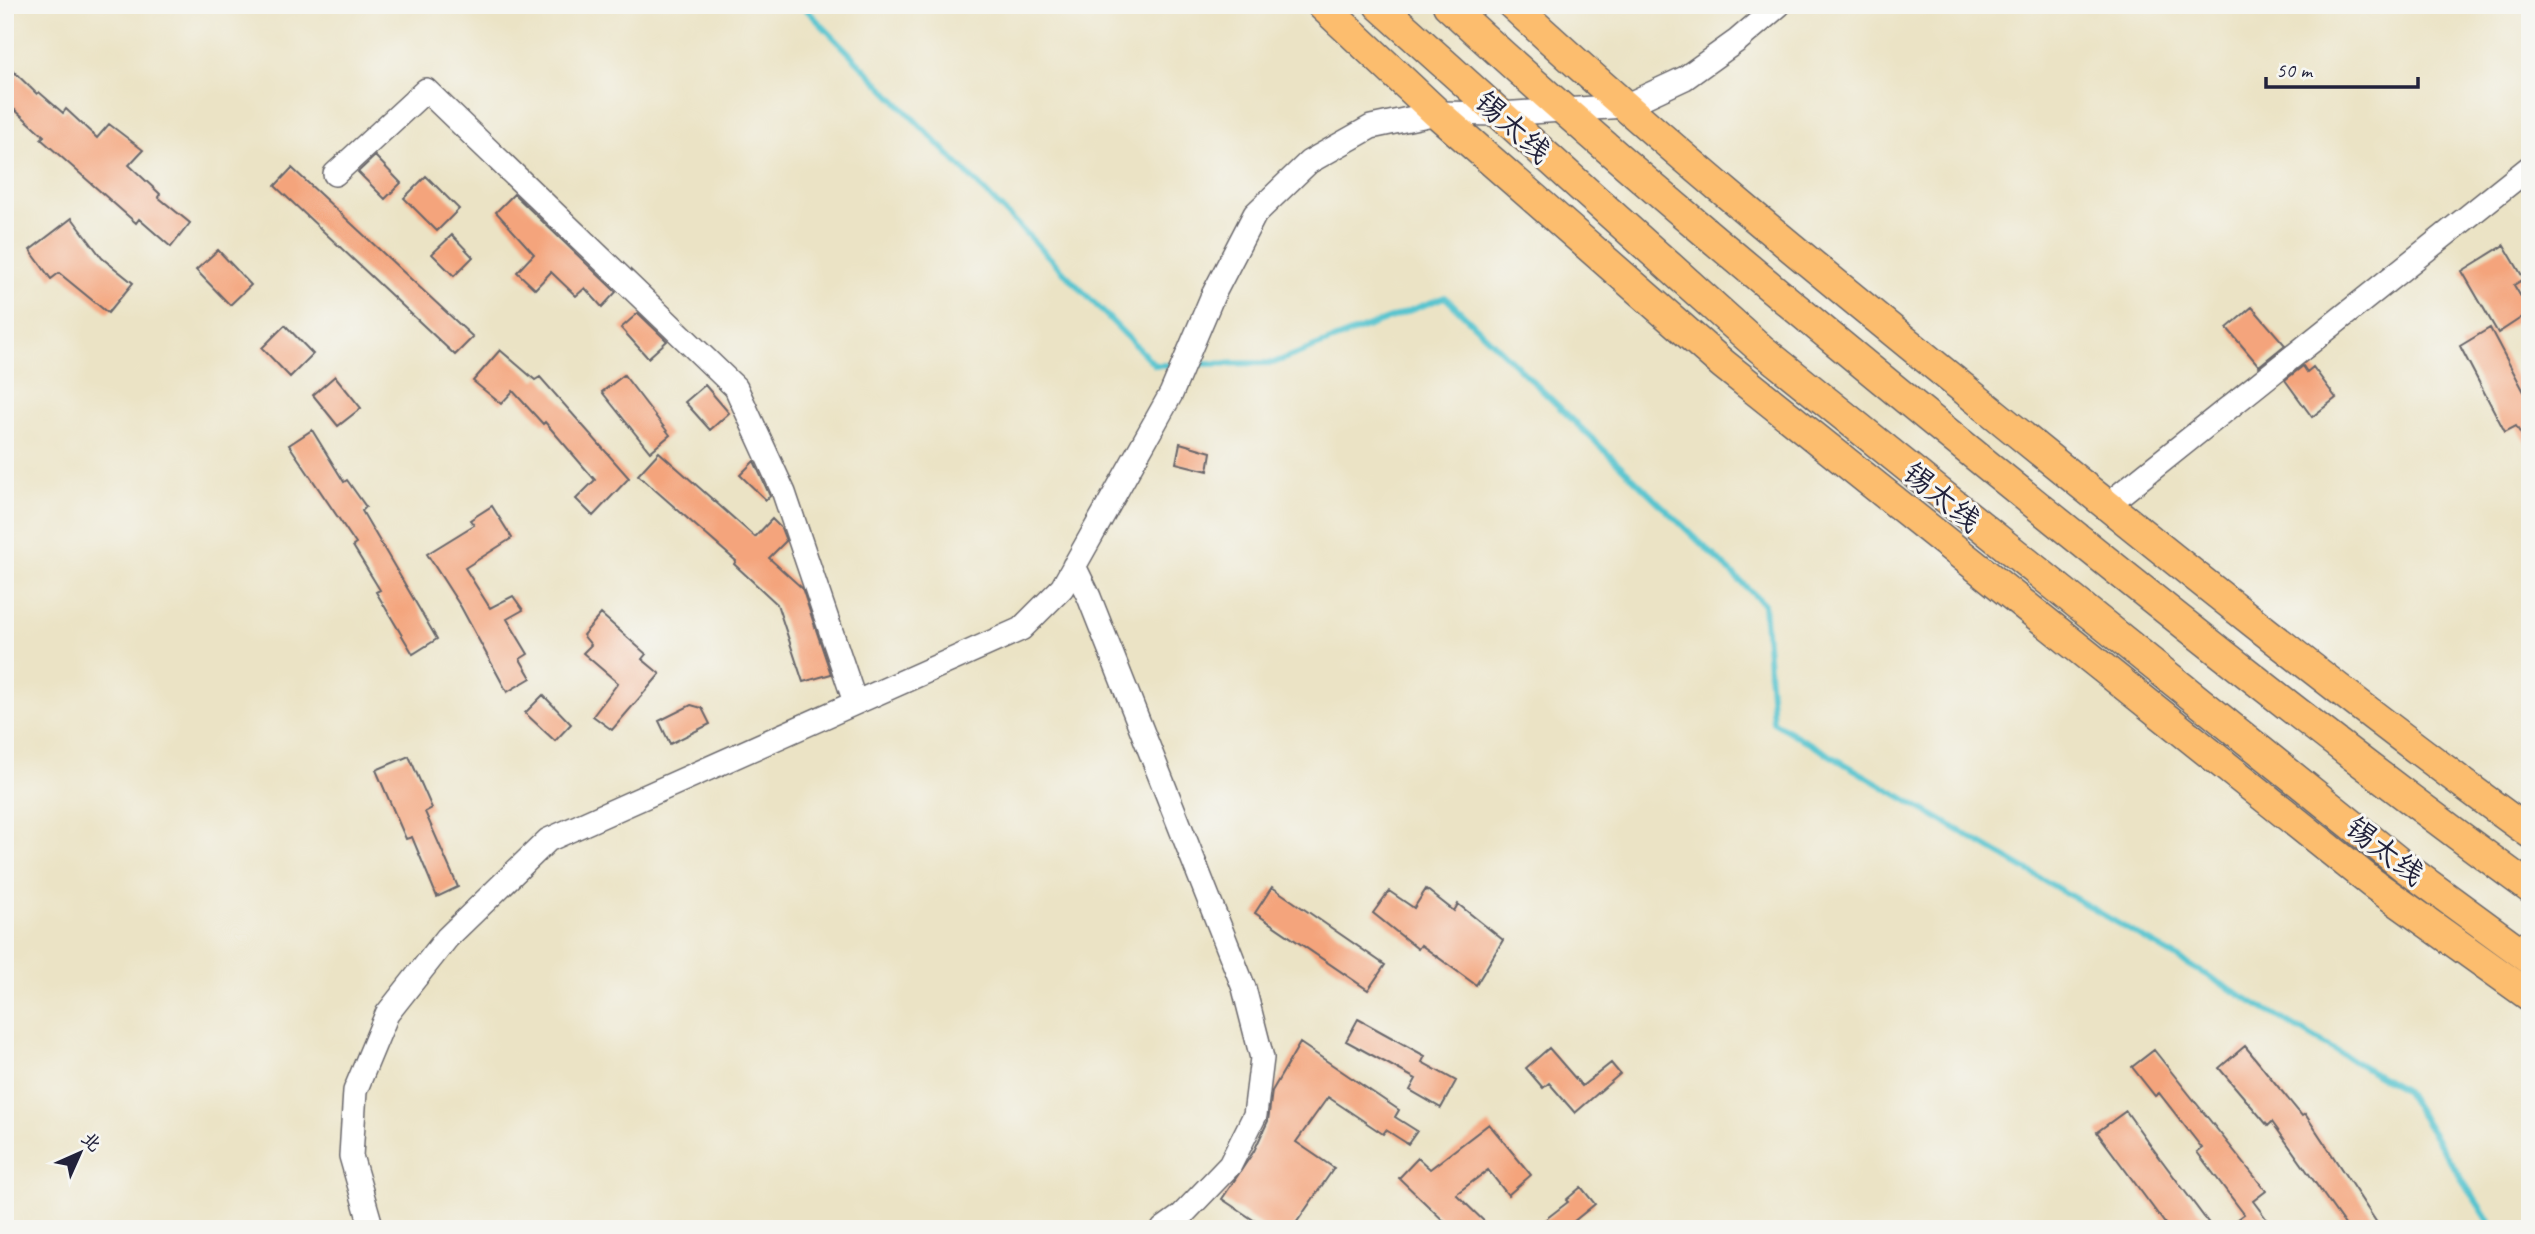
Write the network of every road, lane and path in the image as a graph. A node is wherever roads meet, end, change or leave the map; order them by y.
1 (1322, 5) edge
2 (1379, 5) edge
3 (1448, 5) edge
4 (1513, 5) edge
5 (1779, 5) edge
6 (1625, 106) junction
7 (1566, 111) junction
8 (1437, 113) junction
9 (1499, 114) junction
10 (2530, 167) edge
11 (335, 174) dead end
12 (2107, 505) junction
13 (1074, 566) junction
14 (855, 702) junction
15 (2530, 833) edge
16 (2530, 888) edge
17 (2530, 959) edge
18 (2530, 996) edge
19 (372, 1229) edge
20 (1163, 1229) edge

1 - 8 main road
2 - 9 main road, 锡太线
3 - 7 main road, 锡太线
4 - 6 main road
5 - 6 street
6 - 7 street
6 - 12 main road
7 - 9 street
7 - 16 main road, 锡太线
8 - 9 street
8 - 13 street
8 - 18 main road
9 - 17 main road, 锡太线
10 - 12 street
11 - 14 street
12 - 15 main road
13 - 14 street
13 - 20 street
14 - 19 street

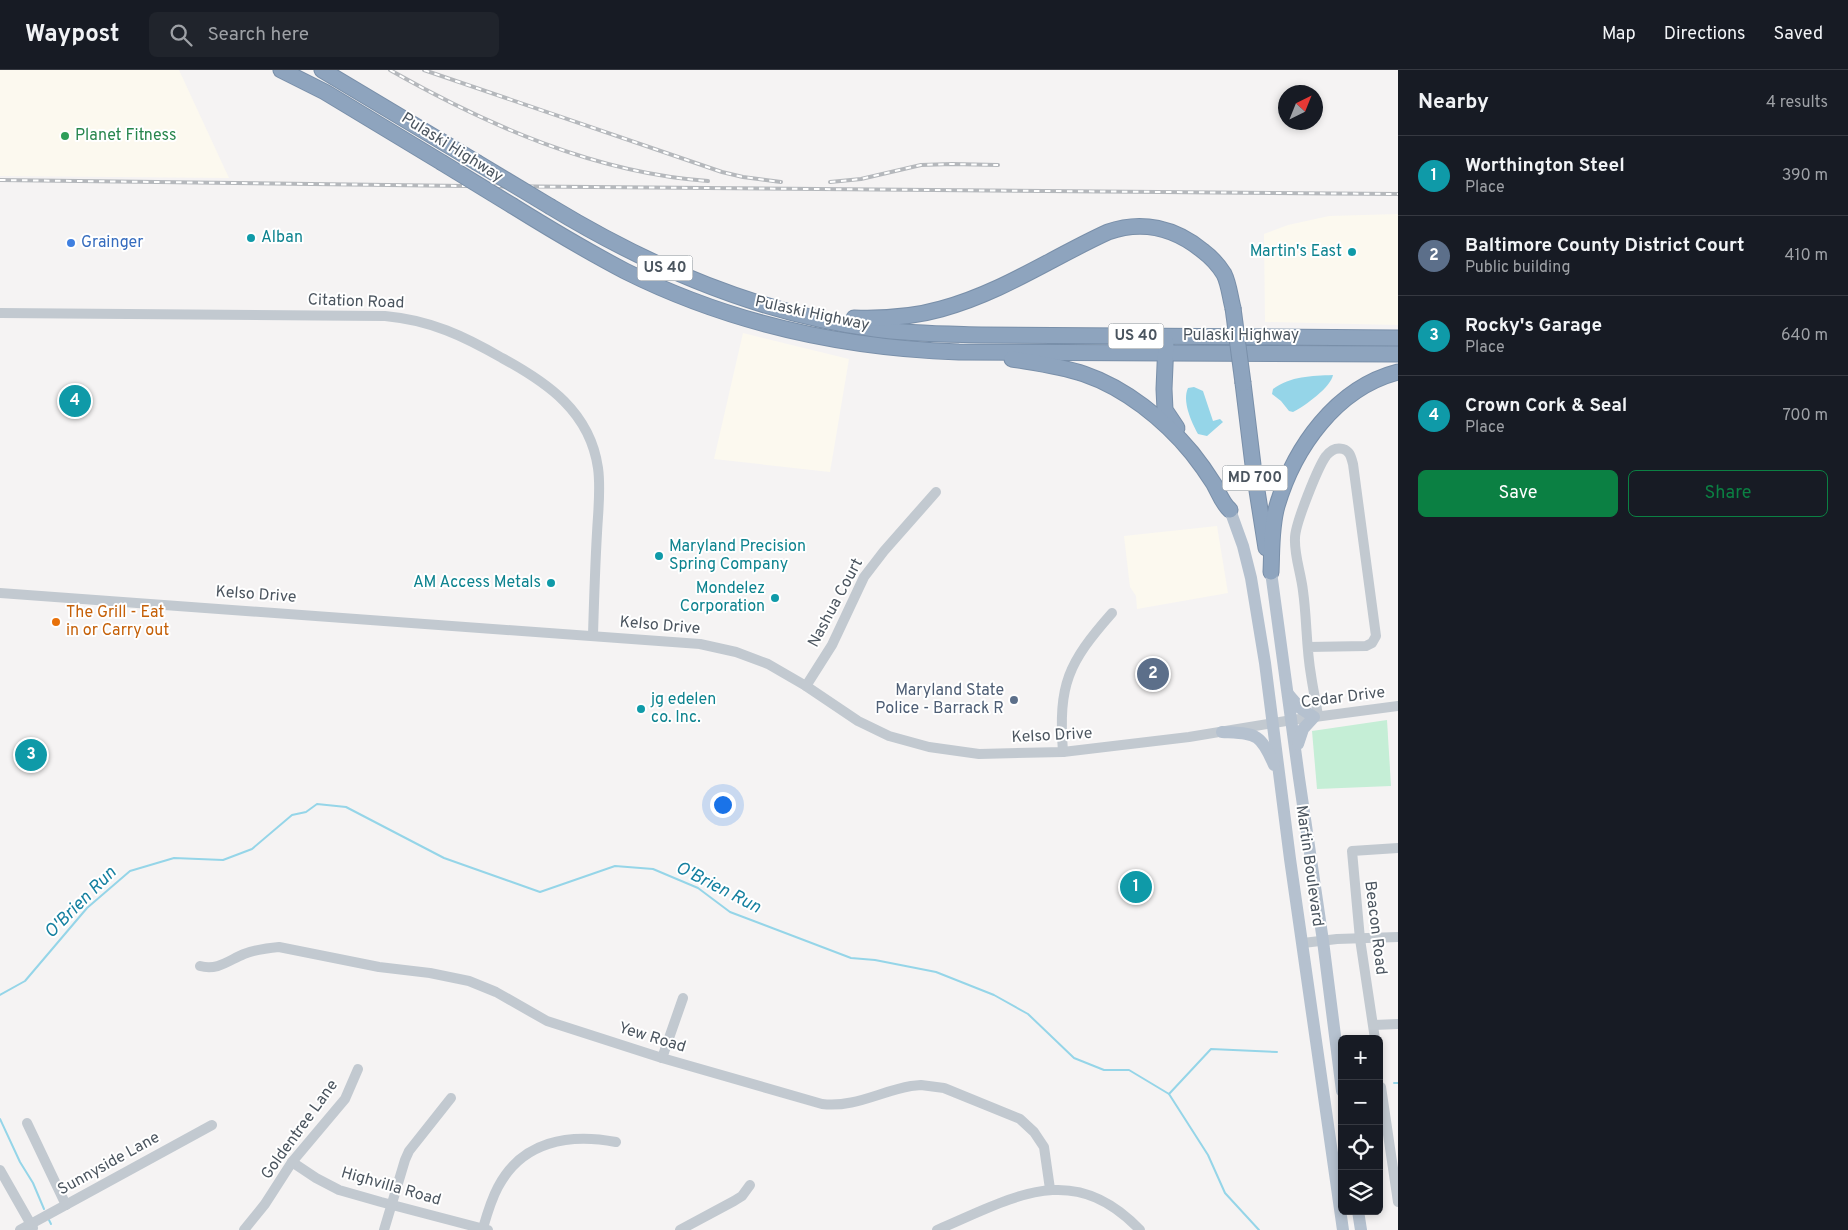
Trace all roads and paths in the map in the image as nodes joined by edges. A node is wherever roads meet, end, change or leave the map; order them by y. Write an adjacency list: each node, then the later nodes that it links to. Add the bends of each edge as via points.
1 (281, 70): 5 (highway, Pulaski Highway / US 40, bridge, via 360,113 592,253 662,288 729,313)
2 (322, 70): 4 (highway, Pulaski Highway / US 40, bridge, via 608,241 670,270)
3 (0, 313): 17 (street, Citation Road, via 385,316 418,320 445,328 490,351 554,390 577,416 592,446 598,468)
4 (809, 317): 5 (highway); 6 (highway, Pulaski Highway / US 40, via 874,329 924,333); 14 (highway, MD 700, bridge, via 892,318 942,309 992,290 1126,226 1147,226 1174,233 1207,254 1224,275 1233,308 1253,465)
5 (801, 333): 8 (highway, Pulaski Highway / US 40, via 890,347)
6 (1167, 336): 7 (highway, Pulaski Highway / US 40); 9 (highway)
7 (1398, 338)
8 (959, 352): 9 (highway, Pulaski Highway / US 40); 13 (highway, via 1067,369 1097,379 1124,394 1156,418 1192,452)
9 (1166, 353): 10 (highway, Pulaski Highway / US 40); 13 (highway, MD 700, via 1164,389 1167,415 1217,480)
10 (1398, 354)
11 (1398, 372): 14 (highway, via 1351,395 1322,421 1304,444 1292,466 1277,508)
12 (936, 492): 19 (street, Nashua Court, via 867,572 832,645)
13 (1230, 510): 24 (main road, Martin Boulevard / MD 700, via 1251,578)
14 (1272, 572): 20 (main road, Martin Boulevard / MD 700)
15 (0, 592): 17 (street, Kelso Drive)
16 (1112, 613): 26 (street, via 1078,655 1066,682 1061,716)
17 (593, 635): 19 (street, Kelso Drive, via 677,641 721,648 768,664)
18 (1308, 647): 18 (street, via 1295,535 1326,456 1341,448 1349,453 1353,464 1376,636 1366,646); 22 (street)
19 (806, 686): 26 (street, Kelso Drive, via 858,721 905,741 979,754)
20 (1288, 694): 22 (main road, via 1300,708); 23 (main road, Martin Boulevard / MD 700)
21 (1398, 706): 22 (street, Cedar Drive)
22 (1316, 717): 23 (street, Cedar Drive); 27 (main road, via 1303,728)
23 (1292, 720): 24 (street, Kelso Drive); 27 (main road, Martin Boulevard / MD 700)
24 (1273, 723): 25 (street, Kelso Drive); 28 (main road, Martin Boulevard / MD 700)
25 (1222, 732): 26 (street, Kelso Drive); 28 (main road, via 1248,734 1259,739)
26 (1063, 752)
27 (1297, 753): 32 (main road, Martin Boulevard / MD 700)
28 (1280, 778): 33 (main road, Martin Boulevard / MD 700)
29 (1398, 848): 31 (street, Beacon Road, via 1352,851)
30 (1398, 937): 31 (street)
31 (1360, 939): 32 (street); 37 (street, Beacon Road)
32 (1323, 941): 33 (street); 41 (main road, Martin Boulevard / MD 700)
33 (1303, 943): 64 (main road, Martin Boulevard / MD 700)
34 (200, 966): 39 (street, Yew Road, via 215,968 244,954 279,947 387,969 452,977 496,992 547,1021)
35 (683, 998): 39 (street)
36 (1398, 1024): 37 (street)
37 (1374, 1025): 38 (street, Beacon Road)
38 (1375, 1035)
39 (662, 1058): 51 (street, Yew Road, via 832,1105 904,1087 944,1088 1013,1115 1028,1125 1044,1148)
40 (358, 1069): 47 (street, Goldentree Lane, via 345,1099)
41 (1341, 1080)
42 (1383, 1093): 49 (street)
43 (450, 1098): 53 (street, via 410,1151)
44 (27, 1123): 54 (street)
45 (212, 1125): 54 (street, Sunnyside Lane)
46 (616, 1142): 57 (street, via 569,1139 550,1142 532,1151 503,1178 492,1201)
47 (292, 1162): 53 (street, Highvilla Road, via 339,1190); 59 (street, Goldentree Lane)
48 (0, 1170): 56 (street)
49 (1396, 1177): 52 (street)
50 (750, 1185): 61 (street, via 742,1196)
51 (1050, 1189): 62 (street, via 1025,1194); 63 (street, via 1072,1191 1103,1201)
52 (1398, 1202)
53 (391, 1204): 57 (street, Highvilla Road); 60 (street)
54 (66, 1205): 56 (street, Sunnyside Lane)
55 (1359, 1215): 65 (main road)
56 (32, 1227): 58 (street, Sunnyside Lane)
57 (486, 1229)
58 (20, 1230)
59 (244, 1230)
60 (384, 1230)
61 (680, 1230)
62 (937, 1230)
63 (1140, 1230)
64 (1343, 1230)
65 (1361, 1230)

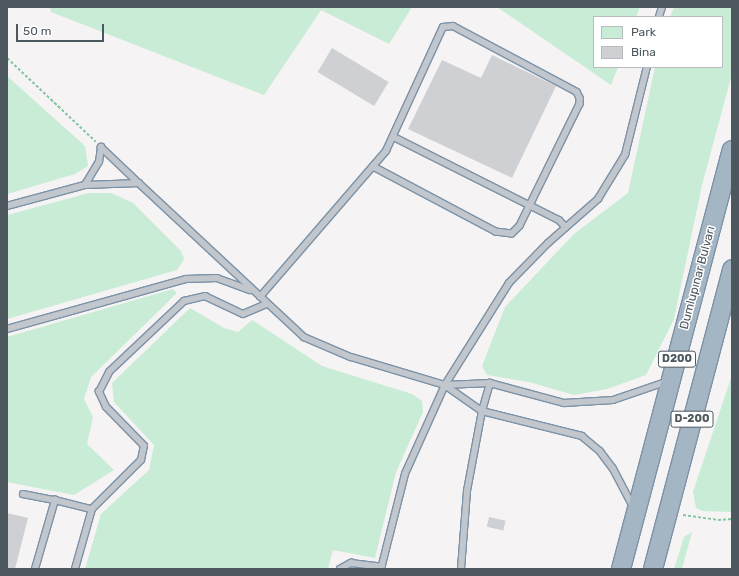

================================

AIM OF THE TASK:
Using the material above, copy every line in which the string "Drive" occurs.

TASK OUTPUT:
15 (0, 592): 17 (street, Kelso Drive)
17 (593, 635): 19 (street, Kelso Drive, via 677,641 721,648 768,664)
19 (806, 686): 26 (street, Kelso Drive, via 858,721 905,741 979,754)
21 (1398, 706): 22 (street, Cedar Drive)
22 (1316, 717): 23 (street, Cedar Drive); 27 (main road, via 1303,728)
23 (1292, 720): 24 (street, Kelso Drive); 27 (main road, Martin Boulevard / MD 700)
24 (1273, 723): 25 (street, Kelso Drive); 28 (main road, Martin Boulevard / MD 700)
25 (1222, 732): 26 (street, Kelso Drive); 28 (main road, via 1248,734 1259,739)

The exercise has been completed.